## RECORDS PROVIDED:

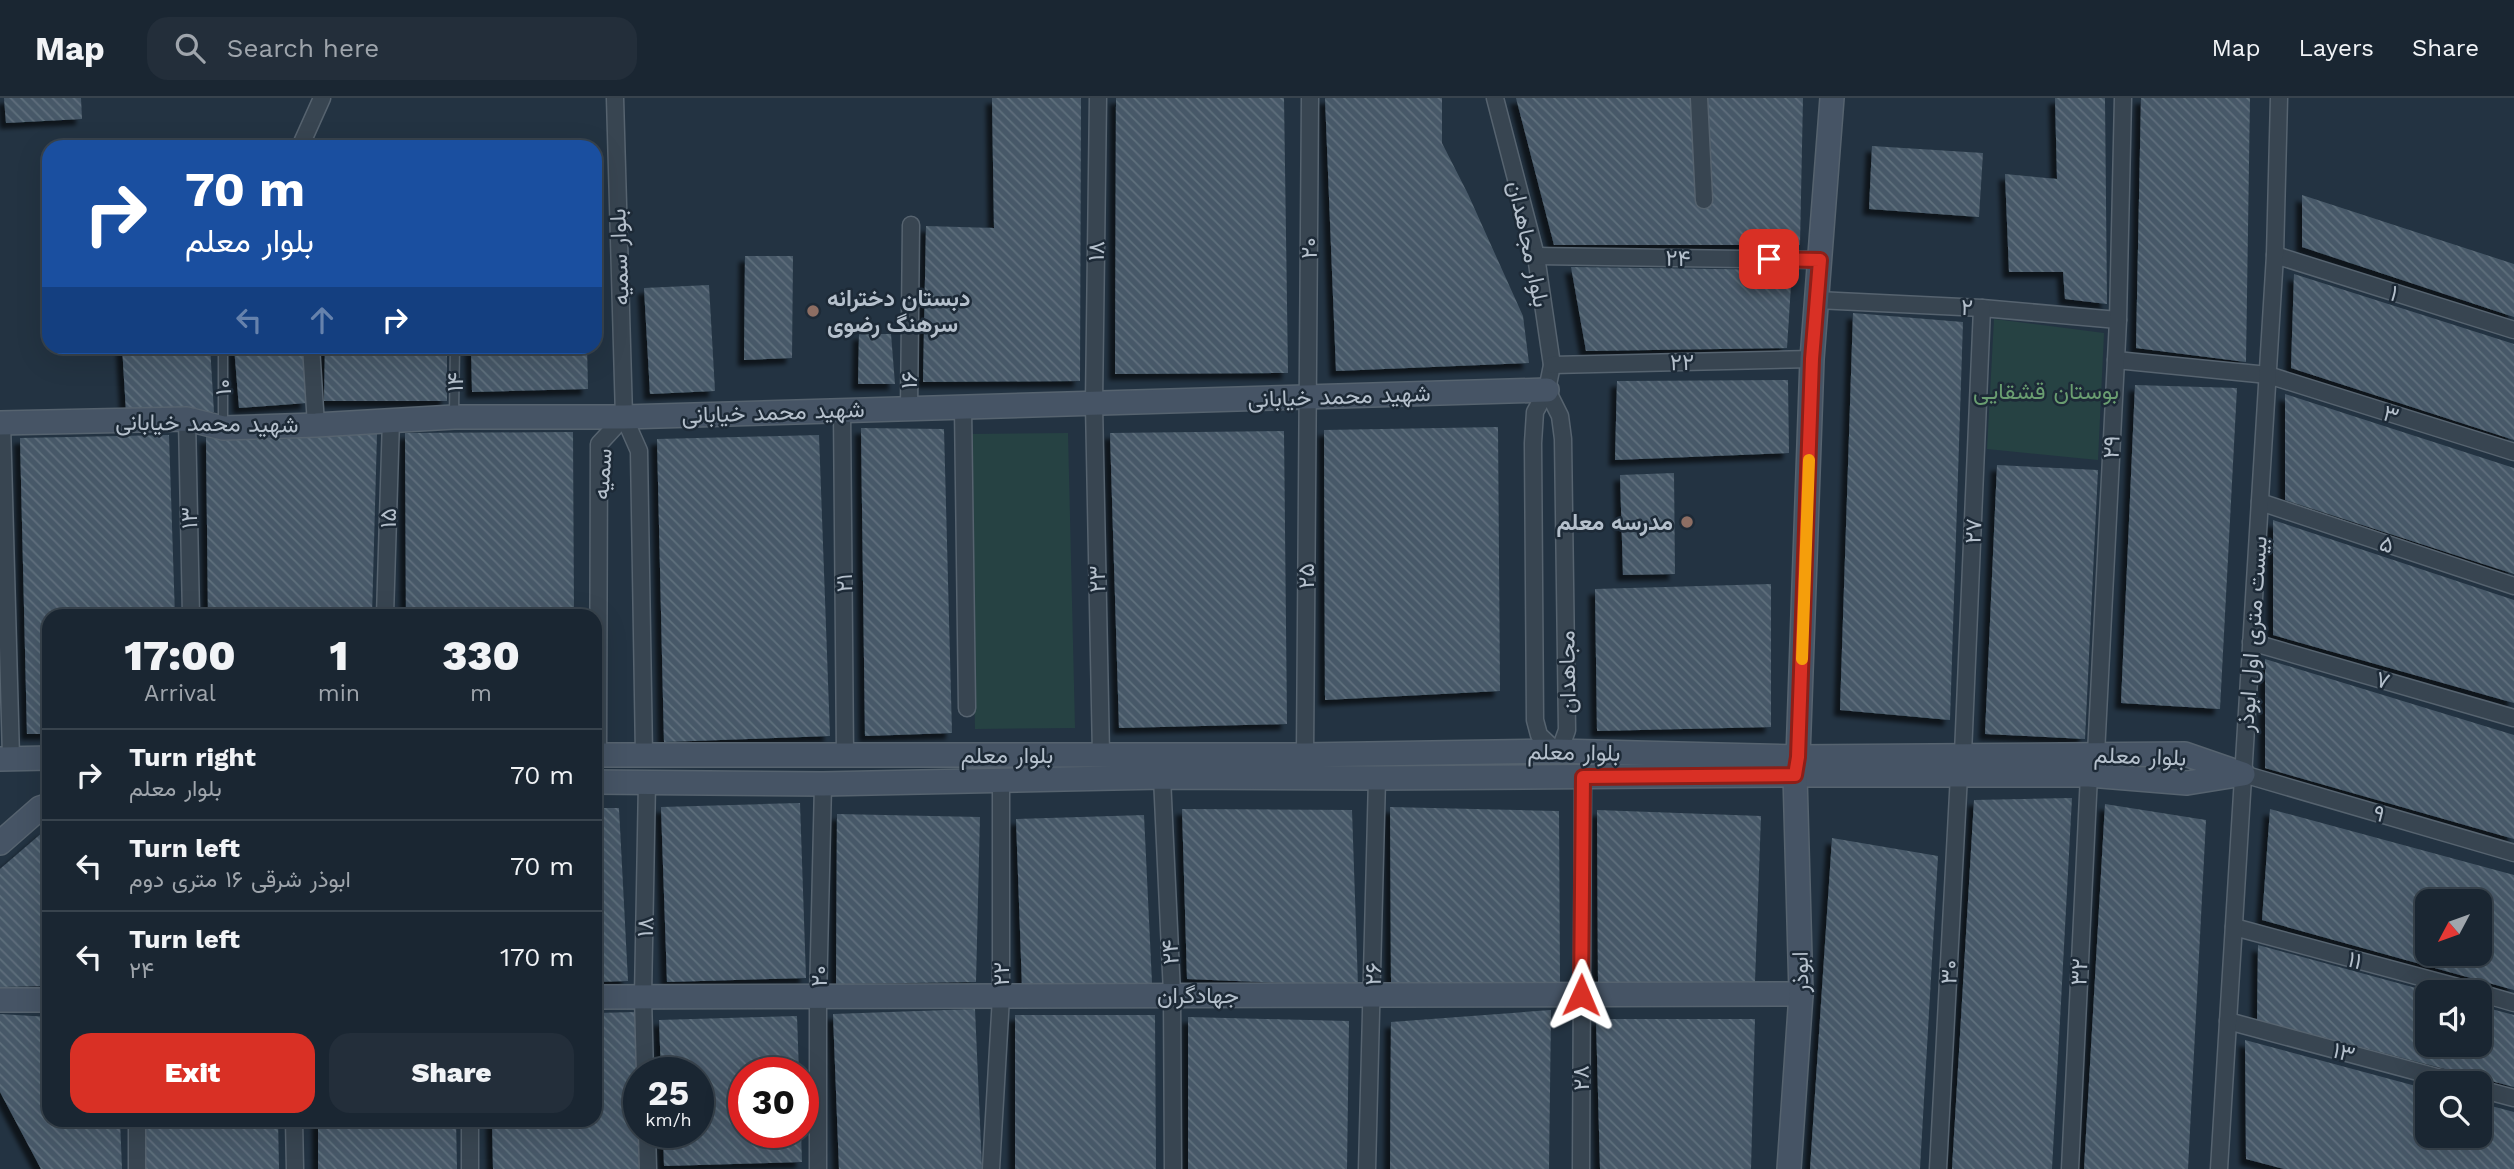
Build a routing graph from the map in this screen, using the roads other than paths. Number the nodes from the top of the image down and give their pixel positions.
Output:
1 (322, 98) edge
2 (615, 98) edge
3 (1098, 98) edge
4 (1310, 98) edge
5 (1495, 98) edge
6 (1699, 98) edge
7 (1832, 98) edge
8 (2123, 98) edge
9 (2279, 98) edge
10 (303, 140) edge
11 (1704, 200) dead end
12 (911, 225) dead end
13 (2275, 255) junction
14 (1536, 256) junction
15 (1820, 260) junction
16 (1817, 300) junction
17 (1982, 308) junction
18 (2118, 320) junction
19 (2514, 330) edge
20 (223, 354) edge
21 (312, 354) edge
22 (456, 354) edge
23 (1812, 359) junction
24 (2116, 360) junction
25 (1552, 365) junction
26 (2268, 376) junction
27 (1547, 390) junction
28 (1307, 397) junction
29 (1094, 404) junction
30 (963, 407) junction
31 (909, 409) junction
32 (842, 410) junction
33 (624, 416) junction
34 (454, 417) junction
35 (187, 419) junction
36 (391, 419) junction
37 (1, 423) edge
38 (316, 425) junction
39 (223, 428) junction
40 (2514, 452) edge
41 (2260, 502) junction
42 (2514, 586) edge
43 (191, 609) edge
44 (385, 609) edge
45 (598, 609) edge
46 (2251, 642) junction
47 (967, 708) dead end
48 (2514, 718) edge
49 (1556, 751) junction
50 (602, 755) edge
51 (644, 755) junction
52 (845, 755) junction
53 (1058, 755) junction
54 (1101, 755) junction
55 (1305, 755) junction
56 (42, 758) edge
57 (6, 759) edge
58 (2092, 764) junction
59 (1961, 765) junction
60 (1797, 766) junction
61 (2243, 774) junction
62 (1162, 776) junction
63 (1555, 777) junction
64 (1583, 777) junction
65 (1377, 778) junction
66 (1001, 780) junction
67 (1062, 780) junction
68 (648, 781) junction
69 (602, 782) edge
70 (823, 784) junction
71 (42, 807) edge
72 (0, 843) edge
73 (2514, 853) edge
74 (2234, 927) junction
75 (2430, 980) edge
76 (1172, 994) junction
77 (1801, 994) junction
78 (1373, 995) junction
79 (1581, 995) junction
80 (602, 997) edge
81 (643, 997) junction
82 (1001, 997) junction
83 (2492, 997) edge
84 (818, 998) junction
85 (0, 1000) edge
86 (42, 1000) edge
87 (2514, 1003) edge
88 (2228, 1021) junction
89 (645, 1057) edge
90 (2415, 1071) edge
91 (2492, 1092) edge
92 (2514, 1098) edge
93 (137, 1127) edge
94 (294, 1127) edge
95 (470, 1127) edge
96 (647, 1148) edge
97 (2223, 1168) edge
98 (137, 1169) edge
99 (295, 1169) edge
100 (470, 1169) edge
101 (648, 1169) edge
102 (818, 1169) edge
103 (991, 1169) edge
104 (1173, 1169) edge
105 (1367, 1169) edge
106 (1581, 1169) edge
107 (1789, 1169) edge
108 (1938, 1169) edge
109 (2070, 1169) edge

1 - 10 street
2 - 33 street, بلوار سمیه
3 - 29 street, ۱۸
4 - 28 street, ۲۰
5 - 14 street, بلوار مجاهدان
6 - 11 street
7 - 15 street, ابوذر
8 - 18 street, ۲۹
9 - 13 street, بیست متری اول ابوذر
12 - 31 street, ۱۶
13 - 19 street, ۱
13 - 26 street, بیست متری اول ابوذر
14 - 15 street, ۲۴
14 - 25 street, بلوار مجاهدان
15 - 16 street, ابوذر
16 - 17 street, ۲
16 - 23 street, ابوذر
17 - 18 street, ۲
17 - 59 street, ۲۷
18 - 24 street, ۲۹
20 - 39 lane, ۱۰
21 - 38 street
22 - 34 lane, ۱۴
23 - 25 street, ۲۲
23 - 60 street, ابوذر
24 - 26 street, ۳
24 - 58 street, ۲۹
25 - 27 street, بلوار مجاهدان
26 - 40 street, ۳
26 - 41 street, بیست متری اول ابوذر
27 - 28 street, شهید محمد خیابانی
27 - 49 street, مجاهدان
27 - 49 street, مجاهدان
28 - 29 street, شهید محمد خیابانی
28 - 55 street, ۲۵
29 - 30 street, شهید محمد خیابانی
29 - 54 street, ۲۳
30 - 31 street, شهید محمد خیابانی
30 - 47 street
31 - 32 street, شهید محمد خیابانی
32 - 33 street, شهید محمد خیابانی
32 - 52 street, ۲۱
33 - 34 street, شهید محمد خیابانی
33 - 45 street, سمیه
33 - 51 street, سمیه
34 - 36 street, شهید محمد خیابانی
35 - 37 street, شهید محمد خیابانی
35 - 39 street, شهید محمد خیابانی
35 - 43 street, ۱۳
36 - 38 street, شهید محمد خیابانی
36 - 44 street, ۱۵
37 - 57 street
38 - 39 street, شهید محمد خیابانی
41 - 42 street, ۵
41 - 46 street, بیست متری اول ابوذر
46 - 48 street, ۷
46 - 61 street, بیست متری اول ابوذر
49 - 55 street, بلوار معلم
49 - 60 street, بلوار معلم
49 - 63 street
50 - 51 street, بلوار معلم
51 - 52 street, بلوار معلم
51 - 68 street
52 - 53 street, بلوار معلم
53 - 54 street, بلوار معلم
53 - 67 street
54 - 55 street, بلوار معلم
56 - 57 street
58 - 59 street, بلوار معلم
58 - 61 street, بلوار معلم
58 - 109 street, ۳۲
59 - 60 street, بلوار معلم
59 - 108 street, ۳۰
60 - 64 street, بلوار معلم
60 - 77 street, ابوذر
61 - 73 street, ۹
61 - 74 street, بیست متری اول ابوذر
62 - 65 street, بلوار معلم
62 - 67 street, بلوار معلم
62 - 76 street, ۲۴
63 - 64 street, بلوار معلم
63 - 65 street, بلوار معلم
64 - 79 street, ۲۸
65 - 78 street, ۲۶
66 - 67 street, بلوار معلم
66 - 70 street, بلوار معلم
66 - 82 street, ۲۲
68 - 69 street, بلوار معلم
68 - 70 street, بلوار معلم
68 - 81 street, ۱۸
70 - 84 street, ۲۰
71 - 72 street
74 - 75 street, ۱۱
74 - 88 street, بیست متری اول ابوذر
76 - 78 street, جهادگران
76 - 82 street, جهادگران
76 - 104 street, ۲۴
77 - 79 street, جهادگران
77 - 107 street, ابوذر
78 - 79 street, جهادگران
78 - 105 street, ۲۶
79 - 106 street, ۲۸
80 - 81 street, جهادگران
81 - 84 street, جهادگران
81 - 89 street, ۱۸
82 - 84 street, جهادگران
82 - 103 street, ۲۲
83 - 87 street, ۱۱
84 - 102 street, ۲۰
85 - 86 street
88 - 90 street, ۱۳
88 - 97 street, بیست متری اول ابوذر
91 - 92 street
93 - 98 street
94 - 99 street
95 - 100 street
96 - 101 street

## WORK ORDER:
Line by line, restate the data above exactly as it stands, minus the pictures.

## SOLUTION TO THIS PROBLEM:
Build a routing graph from the map in this screen, using the roads other than paths. Number the nodes from the top of the image down and give their pixel positions.
Output:
1 (322, 98) edge
2 (615, 98) edge
3 (1098, 98) edge
4 (1310, 98) edge
5 (1495, 98) edge
6 (1699, 98) edge
7 (1832, 98) edge
8 (2123, 98) edge
9 (2279, 98) edge
10 (303, 140) edge
11 (1704, 200) dead end
12 (911, 225) dead end
13 (2275, 255) junction
14 (1536, 256) junction
15 (1820, 260) junction
16 (1817, 300) junction
17 (1982, 308) junction
18 (2118, 320) junction
19 (2514, 330) edge
20 (223, 354) edge
21 (312, 354) edge
22 (456, 354) edge
23 (1812, 359) junction
24 (2116, 360) junction
25 (1552, 365) junction
26 (2268, 376) junction
27 (1547, 390) junction
28 (1307, 397) junction
29 (1094, 404) junction
30 (963, 407) junction
31 (909, 409) junction
32 (842, 410) junction
33 (624, 416) junction
34 (454, 417) junction
35 (187, 419) junction
36 (391, 419) junction
37 (1, 423) edge
38 (316, 425) junction
39 (223, 428) junction
40 (2514, 452) edge
41 (2260, 502) junction
42 (2514, 586) edge
43 (191, 609) edge
44 (385, 609) edge
45 (598, 609) edge
46 (2251, 642) junction
47 (967, 708) dead end
48 (2514, 718) edge
49 (1556, 751) junction
50 (602, 755) edge
51 (644, 755) junction
52 (845, 755) junction
53 (1058, 755) junction
54 (1101, 755) junction
55 (1305, 755) junction
56 (42, 758) edge
57 (6, 759) edge
58 (2092, 764) junction
59 (1961, 765) junction
60 (1797, 766) junction
61 (2243, 774) junction
62 (1162, 776) junction
63 (1555, 777) junction
64 (1583, 777) junction
65 (1377, 778) junction
66 (1001, 780) junction
67 (1062, 780) junction
68 (648, 781) junction
69 (602, 782) edge
70 (823, 784) junction
71 (42, 807) edge
72 (0, 843) edge
73 (2514, 853) edge
74 (2234, 927) junction
75 (2430, 980) edge
76 (1172, 994) junction
77 (1801, 994) junction
78 (1373, 995) junction
79 (1581, 995) junction
80 (602, 997) edge
81 (643, 997) junction
82 (1001, 997) junction
83 (2492, 997) edge
84 (818, 998) junction
85 (0, 1000) edge
86 (42, 1000) edge
87 (2514, 1003) edge
88 (2228, 1021) junction
89 (645, 1057) edge
90 (2415, 1071) edge
91 (2492, 1092) edge
92 (2514, 1098) edge
93 (137, 1127) edge
94 (294, 1127) edge
95 (470, 1127) edge
96 (647, 1148) edge
97 (2223, 1168) edge
98 (137, 1169) edge
99 (295, 1169) edge
100 (470, 1169) edge
101 (648, 1169) edge
102 (818, 1169) edge
103 (991, 1169) edge
104 (1173, 1169) edge
105 (1367, 1169) edge
106 (1581, 1169) edge
107 (1789, 1169) edge
108 (1938, 1169) edge
109 (2070, 1169) edge

1 - 10 street
2 - 33 street, بلوار سمیه
3 - 29 street, ۱۸
4 - 28 street, ۲۰
5 - 14 street, بلوار مجاهدان
6 - 11 street
7 - 15 street, ابوذر
8 - 18 street, ۲۹
9 - 13 street, بیست متری اول ابوذر
12 - 31 street, ۱۶
13 - 19 street, ۱
13 - 26 street, بیست متری اول ابوذر
14 - 15 street, ۲۴
14 - 25 street, بلوار مجاهدان
15 - 16 street, ابوذر
16 - 17 street, ۲
16 - 23 street, ابوذر
17 - 18 street, ۲
17 - 59 street, ۲۷
18 - 24 street, ۲۹
20 - 39 lane, ۱۰
21 - 38 street
22 - 34 lane, ۱۴
23 - 25 street, ۲۲
23 - 60 street, ابوذر
24 - 26 street, ۳
24 - 58 street, ۲۹
25 - 27 street, بلوار مجاهدان
26 - 40 street, ۳
26 - 41 street, بیست متری اول ابوذر
27 - 28 street, شهید محمد خیابانی
27 - 49 street, مجاهدان
27 - 49 street, مجاهدان
28 - 29 street, شهید محمد خیابانی
28 - 55 street, ۲۵
29 - 30 street, شهید محمد خیابانی
29 - 54 street, ۲۳
30 - 31 street, شهید محمد خیابانی
30 - 47 street
31 - 32 street, شهید محمد خیابانی
32 - 33 street, شهید محمد خیابانی
32 - 52 street, ۲۱
33 - 34 street, شهید محمد خیابانی
33 - 45 street, سمیه
33 - 51 street, سمیه
34 - 36 street, شهید محمد خیابانی
35 - 37 street, شهید محمد خیابانی
35 - 39 street, شهید محمد خیابانی
35 - 43 street, ۱۳
36 - 38 street, شهید محمد خیابانی
36 - 44 street, ۱۵
37 - 57 street
38 - 39 street, شهید محمد خیابانی
41 - 42 street, ۵
41 - 46 street, بیست متری اول ابوذر
46 - 48 street, ۷
46 - 61 street, بیست متری اول ابوذر
49 - 55 street, بلوار معلم
49 - 60 street, بلوار معلم
49 - 63 street
50 - 51 street, بلوار معلم
51 - 52 street, بلوار معلم
51 - 68 street
52 - 53 street, بلوار معلم
53 - 54 street, بلوار معلم
53 - 67 street
54 - 55 street, بلوار معلم
56 - 57 street
58 - 59 street, بلوار معلم
58 - 61 street, بلوار معلم
58 - 109 street, ۳۲
59 - 60 street, بلوار معلم
59 - 108 street, ۳۰
60 - 64 street, بلوار معلم
60 - 77 street, ابوذر
61 - 73 street, ۹
61 - 74 street, بیست متری اول ابوذر
62 - 65 street, بلوار معلم
62 - 67 street, بلوار معلم
62 - 76 street, ۲۴
63 - 64 street, بلوار معلم
63 - 65 street, بلوار معلم
64 - 79 street, ۲۸
65 - 78 street, ۲۶
66 - 67 street, بلوار معلم
66 - 70 street, بلوار معلم
66 - 82 street, ۲۲
68 - 69 street, بلوار معلم
68 - 70 street, بلوار معلم
68 - 81 street, ۱۸
70 - 84 street, ۲۰
71 - 72 street
74 - 75 street, ۱۱
74 - 88 street, بیست متری اول ابوذر
76 - 78 street, جهادگران
76 - 82 street, جهادگران
76 - 104 street, ۲۴
77 - 79 street, جهادگران
77 - 107 street, ابوذر
78 - 79 street, جهادگران
78 - 105 street, ۲۶
79 - 106 street, ۲۸
80 - 81 street, جهادگران
81 - 84 street, جهادگران
81 - 89 street, ۱۸
82 - 84 street, جهادگران
82 - 103 street, ۲۲
83 - 87 street, ۱۱
84 - 102 street, ۲۰
85 - 86 street
88 - 90 street, ۱۳
88 - 97 street, بیست متری اول ابوذر
91 - 92 street
93 - 98 street
94 - 99 street
95 - 100 street
96 - 101 street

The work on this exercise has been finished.